Não era para cozinhar? Pesquisa muda tudo o que sabemos sobre uso do fogo na pré-história humana

Pesquisadores sugerem que a principal motivação dos primeiros humanos para usar o fogo não era a culinária.

Desde tempos antigos, o fogo tem sido um dos elementos mais fundamentais na história da humanidade. Tradicionalmente, acredita-se que sua descoberta revolucionou a capacidade de cozinhar, aquecer e iluminar os primeiros lares humanos.

No entanto, um novo estudo revela que o verdadeiro motivo para seu uso pode ter sido outro.

Imagine-se há milhares de anos, cercado por grandes animais como elefantes e hipopótamos. Essas espécies não eram apenas parte da paisagem, mas sim componentes críticos na dieta dos hominídeos.
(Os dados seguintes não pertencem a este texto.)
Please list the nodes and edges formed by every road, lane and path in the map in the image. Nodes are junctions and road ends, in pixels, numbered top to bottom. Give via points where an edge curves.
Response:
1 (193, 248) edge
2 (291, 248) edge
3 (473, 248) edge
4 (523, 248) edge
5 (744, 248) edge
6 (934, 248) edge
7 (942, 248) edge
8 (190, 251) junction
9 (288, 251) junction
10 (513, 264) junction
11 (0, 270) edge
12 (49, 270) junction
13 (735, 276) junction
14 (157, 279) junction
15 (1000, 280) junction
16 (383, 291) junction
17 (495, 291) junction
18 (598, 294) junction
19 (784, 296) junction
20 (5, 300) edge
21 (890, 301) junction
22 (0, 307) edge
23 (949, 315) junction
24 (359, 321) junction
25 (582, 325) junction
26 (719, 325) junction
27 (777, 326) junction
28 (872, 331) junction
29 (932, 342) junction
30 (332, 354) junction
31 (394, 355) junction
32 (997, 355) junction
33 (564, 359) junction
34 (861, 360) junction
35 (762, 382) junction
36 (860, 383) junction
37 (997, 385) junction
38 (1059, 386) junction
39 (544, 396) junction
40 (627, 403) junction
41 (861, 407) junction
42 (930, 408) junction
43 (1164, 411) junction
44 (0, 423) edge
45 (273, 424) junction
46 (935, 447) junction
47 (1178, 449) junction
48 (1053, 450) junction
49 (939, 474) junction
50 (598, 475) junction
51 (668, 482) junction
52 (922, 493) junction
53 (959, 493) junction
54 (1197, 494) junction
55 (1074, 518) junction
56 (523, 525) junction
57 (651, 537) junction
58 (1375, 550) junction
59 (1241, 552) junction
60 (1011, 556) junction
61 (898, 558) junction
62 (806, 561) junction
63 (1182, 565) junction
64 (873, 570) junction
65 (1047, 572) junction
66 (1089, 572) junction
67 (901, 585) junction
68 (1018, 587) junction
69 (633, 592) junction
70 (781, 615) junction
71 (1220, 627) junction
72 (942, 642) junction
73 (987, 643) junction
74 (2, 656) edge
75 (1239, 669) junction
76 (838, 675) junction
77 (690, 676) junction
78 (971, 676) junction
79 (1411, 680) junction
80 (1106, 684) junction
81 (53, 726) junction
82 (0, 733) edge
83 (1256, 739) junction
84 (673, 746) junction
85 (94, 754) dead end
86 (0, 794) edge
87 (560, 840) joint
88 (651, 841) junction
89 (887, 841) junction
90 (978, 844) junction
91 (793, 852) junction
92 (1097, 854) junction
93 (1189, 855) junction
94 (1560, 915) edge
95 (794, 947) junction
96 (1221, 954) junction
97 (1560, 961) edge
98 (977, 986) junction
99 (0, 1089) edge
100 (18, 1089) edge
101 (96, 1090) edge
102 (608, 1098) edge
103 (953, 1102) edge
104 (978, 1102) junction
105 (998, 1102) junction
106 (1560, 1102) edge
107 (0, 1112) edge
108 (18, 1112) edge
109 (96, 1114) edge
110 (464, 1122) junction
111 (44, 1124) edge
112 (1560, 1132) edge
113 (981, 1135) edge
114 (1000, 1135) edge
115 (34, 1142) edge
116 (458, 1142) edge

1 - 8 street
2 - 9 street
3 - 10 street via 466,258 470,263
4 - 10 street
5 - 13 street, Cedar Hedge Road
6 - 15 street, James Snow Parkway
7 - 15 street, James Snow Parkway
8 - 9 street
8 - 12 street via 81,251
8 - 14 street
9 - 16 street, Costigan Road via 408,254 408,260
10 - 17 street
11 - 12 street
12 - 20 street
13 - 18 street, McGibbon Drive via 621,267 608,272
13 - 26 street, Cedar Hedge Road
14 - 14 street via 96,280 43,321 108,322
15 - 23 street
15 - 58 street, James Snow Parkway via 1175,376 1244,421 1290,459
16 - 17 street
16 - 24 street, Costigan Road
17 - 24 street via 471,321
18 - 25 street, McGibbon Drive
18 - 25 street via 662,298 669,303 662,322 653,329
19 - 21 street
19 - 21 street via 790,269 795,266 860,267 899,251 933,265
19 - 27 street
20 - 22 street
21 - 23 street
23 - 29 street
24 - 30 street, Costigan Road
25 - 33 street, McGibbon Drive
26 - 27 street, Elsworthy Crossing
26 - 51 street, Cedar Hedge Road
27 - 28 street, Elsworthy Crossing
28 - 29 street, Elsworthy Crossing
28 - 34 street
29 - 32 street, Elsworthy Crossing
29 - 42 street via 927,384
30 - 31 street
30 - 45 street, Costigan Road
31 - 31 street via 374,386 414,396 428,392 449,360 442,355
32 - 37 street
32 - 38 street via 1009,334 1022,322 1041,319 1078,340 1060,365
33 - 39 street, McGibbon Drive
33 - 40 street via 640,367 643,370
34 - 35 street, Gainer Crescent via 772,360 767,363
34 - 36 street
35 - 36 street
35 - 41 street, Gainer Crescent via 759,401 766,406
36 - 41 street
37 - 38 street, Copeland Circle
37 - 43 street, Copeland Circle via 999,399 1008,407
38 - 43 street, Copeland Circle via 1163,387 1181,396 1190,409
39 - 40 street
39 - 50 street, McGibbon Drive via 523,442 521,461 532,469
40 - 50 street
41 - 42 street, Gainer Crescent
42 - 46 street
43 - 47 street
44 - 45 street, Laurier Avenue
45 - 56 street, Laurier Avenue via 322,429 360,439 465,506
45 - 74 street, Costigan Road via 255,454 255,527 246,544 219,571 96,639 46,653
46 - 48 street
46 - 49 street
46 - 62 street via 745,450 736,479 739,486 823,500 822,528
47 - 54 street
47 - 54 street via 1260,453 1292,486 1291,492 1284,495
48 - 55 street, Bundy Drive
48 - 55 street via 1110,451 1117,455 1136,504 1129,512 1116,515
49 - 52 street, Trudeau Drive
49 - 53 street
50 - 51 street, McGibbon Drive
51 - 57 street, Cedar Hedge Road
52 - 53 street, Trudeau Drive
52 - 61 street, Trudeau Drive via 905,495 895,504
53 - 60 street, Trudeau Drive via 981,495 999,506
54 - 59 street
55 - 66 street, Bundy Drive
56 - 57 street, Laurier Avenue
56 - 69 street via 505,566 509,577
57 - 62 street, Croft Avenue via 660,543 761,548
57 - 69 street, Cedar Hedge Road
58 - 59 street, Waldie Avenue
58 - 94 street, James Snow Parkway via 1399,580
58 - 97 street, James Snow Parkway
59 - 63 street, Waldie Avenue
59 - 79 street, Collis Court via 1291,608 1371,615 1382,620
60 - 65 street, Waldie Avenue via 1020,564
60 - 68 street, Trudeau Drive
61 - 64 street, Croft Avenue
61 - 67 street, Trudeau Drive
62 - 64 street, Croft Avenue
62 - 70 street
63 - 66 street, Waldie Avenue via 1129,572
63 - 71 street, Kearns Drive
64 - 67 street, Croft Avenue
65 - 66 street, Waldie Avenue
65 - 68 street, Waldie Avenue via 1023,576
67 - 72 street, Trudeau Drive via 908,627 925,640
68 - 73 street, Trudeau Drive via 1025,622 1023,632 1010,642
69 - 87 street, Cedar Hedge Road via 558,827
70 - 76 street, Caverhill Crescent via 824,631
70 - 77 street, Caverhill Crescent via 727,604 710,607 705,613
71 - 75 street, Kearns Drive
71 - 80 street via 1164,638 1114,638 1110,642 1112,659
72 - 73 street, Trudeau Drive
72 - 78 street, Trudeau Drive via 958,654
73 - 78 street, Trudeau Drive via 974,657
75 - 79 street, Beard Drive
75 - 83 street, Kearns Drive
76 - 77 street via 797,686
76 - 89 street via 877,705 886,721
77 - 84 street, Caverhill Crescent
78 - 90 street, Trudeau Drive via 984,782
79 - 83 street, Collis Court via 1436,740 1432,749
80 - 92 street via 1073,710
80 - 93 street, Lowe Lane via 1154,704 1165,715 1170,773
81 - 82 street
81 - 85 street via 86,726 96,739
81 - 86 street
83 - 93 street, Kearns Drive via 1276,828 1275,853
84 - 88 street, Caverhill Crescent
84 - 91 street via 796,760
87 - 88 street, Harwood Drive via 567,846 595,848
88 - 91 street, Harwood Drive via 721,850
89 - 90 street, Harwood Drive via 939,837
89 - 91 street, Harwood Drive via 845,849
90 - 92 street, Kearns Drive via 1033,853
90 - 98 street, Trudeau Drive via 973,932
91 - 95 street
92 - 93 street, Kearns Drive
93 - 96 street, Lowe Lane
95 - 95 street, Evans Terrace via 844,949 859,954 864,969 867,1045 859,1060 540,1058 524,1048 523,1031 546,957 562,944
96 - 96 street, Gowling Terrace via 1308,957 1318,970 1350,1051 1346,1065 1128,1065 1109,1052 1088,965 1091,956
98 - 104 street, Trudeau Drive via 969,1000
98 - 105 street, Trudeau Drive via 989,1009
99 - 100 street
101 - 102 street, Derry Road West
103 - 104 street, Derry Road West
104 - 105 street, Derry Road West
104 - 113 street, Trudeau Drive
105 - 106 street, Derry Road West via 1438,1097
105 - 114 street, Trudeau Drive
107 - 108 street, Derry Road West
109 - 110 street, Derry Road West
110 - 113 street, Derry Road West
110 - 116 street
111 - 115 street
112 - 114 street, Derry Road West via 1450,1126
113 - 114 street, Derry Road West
Em um contexto onde a preservação de alimentos podia significar a diferença entre vida e morte, o fogo surgiu como um aliado essencial.

Recentemente, uma pesquisa publicada na revista Frontiers in Nutrition, liderada pelo Dr. Miki Ben-Dor, propôs um novo olhar sobre essa antiga relação.

A equipe investigou sítios arqueológicos com evidências de uso de fogo, revelando que sua principal utilidade talvez não fosse a preparação de alimentos.

O que as evidências arqueológicas revelam?

O estudo abrangeu nove locais arqueológicos, datados de 1,8 milhão a 800 mil anos. Destes, dois estavam em Israel e seis na África, com o último localizado na Espanha.

Os sítios apresentavam abundância de ossos de grandes animais, sugerindo que o fogo era utilizado para dois propósitos principais: proteger a carne de predadores e preservá-la por meio da secagem e defumação.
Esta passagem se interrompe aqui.